* [Task requirements]
Repeat the entries that appear below, exactly as they are given.

* [Material supplied]
# # # #

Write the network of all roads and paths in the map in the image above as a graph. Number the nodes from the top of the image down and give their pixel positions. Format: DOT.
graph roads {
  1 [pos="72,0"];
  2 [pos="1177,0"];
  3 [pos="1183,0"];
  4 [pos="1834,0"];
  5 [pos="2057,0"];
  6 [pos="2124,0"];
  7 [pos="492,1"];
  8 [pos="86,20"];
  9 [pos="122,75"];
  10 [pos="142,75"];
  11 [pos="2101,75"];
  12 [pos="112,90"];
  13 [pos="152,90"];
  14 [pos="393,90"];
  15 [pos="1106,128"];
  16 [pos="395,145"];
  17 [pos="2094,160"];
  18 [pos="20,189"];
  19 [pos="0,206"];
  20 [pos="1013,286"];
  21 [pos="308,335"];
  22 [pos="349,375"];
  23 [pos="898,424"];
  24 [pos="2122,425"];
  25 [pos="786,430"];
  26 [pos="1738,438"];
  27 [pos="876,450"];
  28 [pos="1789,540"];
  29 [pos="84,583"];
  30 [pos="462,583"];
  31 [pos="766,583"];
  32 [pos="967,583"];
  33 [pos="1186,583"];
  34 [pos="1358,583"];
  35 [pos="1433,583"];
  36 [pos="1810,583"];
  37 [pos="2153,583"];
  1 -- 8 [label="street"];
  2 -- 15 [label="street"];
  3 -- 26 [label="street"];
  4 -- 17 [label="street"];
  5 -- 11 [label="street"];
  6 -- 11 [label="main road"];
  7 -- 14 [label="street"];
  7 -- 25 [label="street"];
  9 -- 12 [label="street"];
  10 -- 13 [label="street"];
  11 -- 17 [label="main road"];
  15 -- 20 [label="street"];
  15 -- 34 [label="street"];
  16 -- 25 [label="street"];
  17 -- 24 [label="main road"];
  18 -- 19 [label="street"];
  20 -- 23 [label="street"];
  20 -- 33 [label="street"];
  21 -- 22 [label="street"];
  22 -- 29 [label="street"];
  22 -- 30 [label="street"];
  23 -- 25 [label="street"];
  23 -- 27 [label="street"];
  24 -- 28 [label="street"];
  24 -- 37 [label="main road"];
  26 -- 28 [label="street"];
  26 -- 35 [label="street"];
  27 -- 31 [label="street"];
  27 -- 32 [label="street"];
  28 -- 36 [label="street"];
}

# # # #

* [Output of the exercise]
Write the network of all roads and paths in the map in the image above as a graph. Number the nodes from the top of the image down and give their pixel positions. Format: DOT.
graph roads {
  1 [pos="72,0"];
  2 [pos="1177,0"];
  3 [pos="1183,0"];
  4 [pos="1834,0"];
  5 [pos="2057,0"];
  6 [pos="2124,0"];
  7 [pos="492,1"];
  8 [pos="86,20"];
  9 [pos="122,75"];
  10 [pos="142,75"];
  11 [pos="2101,75"];
  12 [pos="112,90"];
  13 [pos="152,90"];
  14 [pos="393,90"];
  15 [pos="1106,128"];
  16 [pos="395,145"];
  17 [pos="2094,160"];
  18 [pos="20,189"];
  19 [pos="0,206"];
  20 [pos="1013,286"];
  21 [pos="308,335"];
  22 [pos="349,375"];
  23 [pos="898,424"];
  24 [pos="2122,425"];
  25 [pos="786,430"];
  26 [pos="1738,438"];
  27 [pos="876,450"];
  28 [pos="1789,540"];
  29 [pos="84,583"];
  30 [pos="462,583"];
  31 [pos="766,583"];
  32 [pos="967,583"];
  33 [pos="1186,583"];
  34 [pos="1358,583"];
  35 [pos="1433,583"];
  36 [pos="1810,583"];
  37 [pos="2153,583"];
  1 -- 8 [label="street"];
  2 -- 15 [label="street"];
  3 -- 26 [label="street"];
  4 -- 17 [label="street"];
  5 -- 11 [label="street"];
  6 -- 11 [label="main road"];
  7 -- 14 [label="street"];
  7 -- 25 [label="street"];
  9 -- 12 [label="street"];
  10 -- 13 [label="street"];
  11 -- 17 [label="main road"];
  15 -- 20 [label="street"];
  15 -- 34 [label="street"];
  16 -- 25 [label="street"];
  17 -- 24 [label="main road"];
  18 -- 19 [label="street"];
  20 -- 23 [label="street"];
  20 -- 33 [label="street"];
  21 -- 22 [label="street"];
  22 -- 29 [label="street"];
  22 -- 30 [label="street"];
  23 -- 25 [label="street"];
  23 -- 27 [label="street"];
  24 -- 28 [label="street"];
  24 -- 37 [label="main road"];
  26 -- 28 [label="street"];
  26 -- 35 [label="street"];
  27 -- 31 [label="street"];
  27 -- 32 [label="street"];
  28 -- 36 [label="street"];
}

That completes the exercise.